% Generated by roxygen2: do not edit by hand
% Please edit documentation in R/emfrail.R
\name{emfrail}
\alias{emfrail}
\title{Fitting semi-parametric shared frailty models with the EM algorithm}
\usage{
emfrail(formula, data, distribution = emfrail_dist(),
  control = emfrail_control(), model = FALSE, model.matrix = FALSE, ...)
}
\arguments{
\item{formula}{A formula that contains on the left hand side an object of the type \code{Surv}
and on the right hand side a \code{+cluster(id)} statement. Two special statments may also be used:
\code{+strata()} for specifying a grouping column that will represent different strata and
\code{+terminal()}}

\item{data}{A \code{data.frame} in which the formula argument can be evaluated}

\item{distribution}{An object as created by \code{\link{emfrail_dist}}}

\item{control}{An object as created by \code{\link{emfrail_control}}}

\item{model}{Logical. Should the model frame be returned?}

\item{model.matrix}{Logical. Should the model matrix be returned?}

\item{...}{Other arguments, currently used to warn about deprecated argument names}
}
\value{
An object of class \code{emfrail} that contains the following fields:
\item{coefficients}{A named vector of the estimated regression coefficients}
\item{hazard}{The breslow estimate of the baseline hazard at each event time point, in chronological order}
\item{var}{The variance-covariance matrix corresponding to the coefficients and hazard, assuming \eqn{\theta} constant}
\item{var_adj}{The variance-covariance matrx corresponding to the
coefficients and hazard, adjusted for the estimation of theta}
\item{logtheta}{The logarithm of the point estimate of \eqn{\theta}. For the gamma and
PVF family of distributions, this is the inverse of the estimated frailty variance.}
\item{var_logtheta}{The variance of the estimated logarithm of \eqn{\theta}}
\item{ci_logtheta}{The likelihood-based 95\% confidence interval for the logarithm of \eqn{\theta}}
\item{frail}{The posterior (empirical Bayes) estimates of the frailty for each cluster}
\item{residuals}{A list with two elements, cluster which is a vector that the sum of the
cumulative hazards from each cluster for a frailty value of 1, and
individual, which is a vector that contains the cumulative hazard corresponding to each row of the data,
multiplied by the corresponding frailty estimate}
\item{tev}{The time points of the events in the data set, this is the same length as hazard}
\item{nevents_id}{The number of events for each cluster}
\item{loglik}{A vector of length two with the log-likelihood of the starting Cox model
and the maximized log-likelihood}
\item{ca_test}{The results of the Commenges-Andersen test for heterogeneity}
\item{cens_test}{The results of the test for dependence between a recurrent event and a terminal event,
if the \code{+terminal()} statement is specified and the frailty distribution is gamma}
\item{formula}{The original formula argument}
\item{distribution}{The original distribution argument}
\item{control}{The original control argument}
\item{mf}{The \code{model.frame}, if \code{model = TRUE}}
\item{mm}{The \code{model.matrix}, if \code{model.matrix = TRUE}}
}
\description{
Fitting semi-parametric shared frailty models with the EM algorithm
}
\details{
The \code{emfrail} function fits shared frailty models for processes which have intensity
\deqn{\lambda(t) = z \lambda_0(t) \exp(\beta' \mathbf{x})}
with a non-parametric (Breslow) baseline intensity \eqn{\lambda_0(t)}. The outcome
(left hand side of the \code{formula}) must be a \code{Surv} object.

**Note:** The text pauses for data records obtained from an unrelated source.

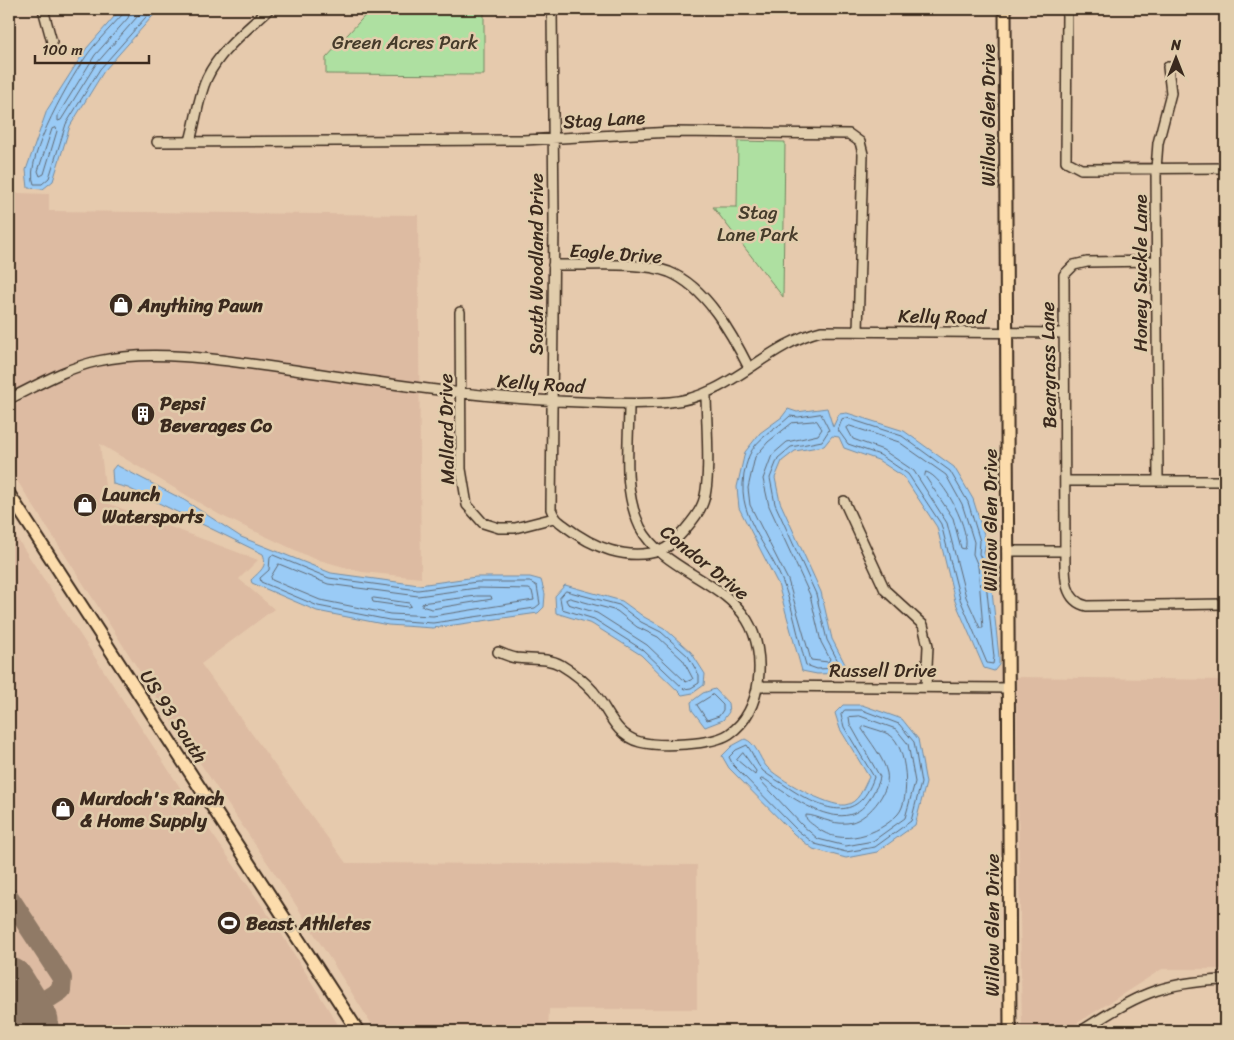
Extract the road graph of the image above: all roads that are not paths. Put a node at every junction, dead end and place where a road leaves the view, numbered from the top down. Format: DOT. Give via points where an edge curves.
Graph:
graph roads {
  1 [pos="43,9"];
  2 [pos="269,9"];
  3 [pos="552,9"];
  4 [pos="1005,9"];
  5 [pos="1067,9"];
  6 [pos="52,42"];
  7 [pos="1168,68"];
  8 [pos="552,138"];
  9 [pos="190,141"];
  10 [pos="157,142"];
  11 [pos="1225,168"];
  12 [pos="1156,169"];
  13 [pos="1156,261"];
  14 [pos="553,265"];
  15 [pos="460,312"];
  16 [pos="858,331"];
  17 [pos="1063,333"];
  18 [pos="1007,334"];
  19 [pos="749,368"];
  20 [pos="461,393"];
  21 [pos="706,394"];
  22 [pos="9,399"];
  23 [pos="552,401"];
  24 [pos="628,404"];
  25 [pos="1158,480"];
  26 [pos="1065,481"];
  27 [pos="1225,481"];
  28 [pos="9,494"];
  29 [pos="844,501"];
  30 [pos="554,518"];
  31 [pos="658,550"];
  32 [pos="1007,551"];
  33 [pos="1065,551"];
  34 [pos="1225,604"];
  35 [pos="498,652"];
  36 [pos="758,686"];
  37 [pos="926,687"];
  38 [pos="1008,688"];
  39 [pos="1225,980"];
  40 [pos="358,1031"];
  41 [pos="1010,1031"];
  42 [pos="1081,1031"];
  1 -- 6 [label="street"];
  2 -- 9 [label="street" via="213,68 203,88"];
  3 -- 8 [label="street, South Woodland Drive"];
  4 -- 18 [label="main road, Willow Glen Drive"];
  5 -- 12 [label="street" via="1066,160 1081,169"];
  7 -- 12 [label="street, Honey Suckle Lane" via="1171,93 1158,143"];
  8 -- 9 [label="street, Stag Lane"];
  8 -- 14 [label="street, South Woodland Drive"];
  8 -- 16 [label="street, Stag Lane" via="672,132 841,133 856,137 863,148"];
  9 -- 10 [label="street, Stag Lane"];
  11 -- 12 [label="street"];
  12 -- 13 [label="street, Honey Suckle Lane"];
  13 -- 17 [label="street, Beargrass Lane" via="1074,265 1064,275"];
  13 -- 25 [label="street, Honey Suckle Lane"];
  14 -- 19 [label="street, Eagle Drive" via="641,267 677,276 710,306 734,339"];
  14 -- 23 [label="street, South Woodland Drive"];
  15 -- 20 [label="street, Mallard Drive"];
  16 -- 18 [label="street, Kelly Road"];
  16 -- 19 [label="street, Kelly Road" via="833,330 809,334 786,344"];
  17 -- 18 [label="street, Kelly Road"];
  17 -- 26 [label="street, Beargrass Lane"];
  18 -- 32 [label="main road, Willow Glen Drive"];
  19 -- 21 [label="street, Kelly Road"];
  20 -- 22 [label="street, Kelly Road" via="222,360 138,356 80,366"];
  20 -- 23 [label="street, Kelly Road"];
  20 -- 30 [label="street, Mallard Drive" via="461,469 464,498 471,512 483,523 499,528 515,528"];
  21 -- 24 [label="street, Kelly Road" via="670,402"];
  21 -- 31 [label="street" via="705,499 690,524"];
  23 -- 24 [label="street, Kelly Road"];
  23 -- 30 [label="street, South Woodland Drive" via="551,509"];
  24 -- 31 [label="street, Condor Drive" via="630,496 641,529"];
  25 -- 26 [label="street"];
  25 -- 27 [label="street"];
  26 -- 33 [label="street, Beargrass Lane"];
  28 -- 40 [label="main road, US 93 South"];
  29 -- 37 [label="street" via="885,590 923,625 928,646"];
  30 -- 31 [label="street" via="575,535 598,547 629,553"];
  31 -- 36 [label="street, Condor Drive" via="710,585 743,613 755,639"];
  32 -- 33 [label="street"];
  32 -- 38 [label="main road, Willow Glen Drive"];
  33 -- 34 [label="street, Beargrass Lane" via="1068,590 1072,599 1080,604"];
  35 -- 36 [label="street" via="560,664 591,690 619,730 640,742 702,744 729,734 742,722"];
  36 -- 37 [label="street, Russell Drive"];
  37 -- 38 [label="street, Russell Drive"];
  38 -- 41 [label="main road, Willow Glen Drive"];
  39 -- 42 [label="street" via="1183,982 1156,989"];
}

If the object is \code{Surv(tstop, status)} then the usual failure time data is represented.
Gap-times between recurrent events are represented in the same way.
If the left hand side of the formula is created as \code{Surv(tstart, tstop, status)}, this may represent a number of things:
(a) recurrent events episodes in calendar time where a recurrent event episode starts at \code{tstart} and ends at \code{tstop}
(b) failure time data with time-dependent covariates where \code{tstop} is the time of a change in covariates or censoring
(\code{status = 0}) or an event time (\code{status = 1}) or (c) clustered failure time with left truncation, where
\code{tstart} is the individual's left truncation time. Unlike regular Cox models, a major distinction is that in case (c) the
distribution of the frailty must be considered conditional on survival up to the left truncation time.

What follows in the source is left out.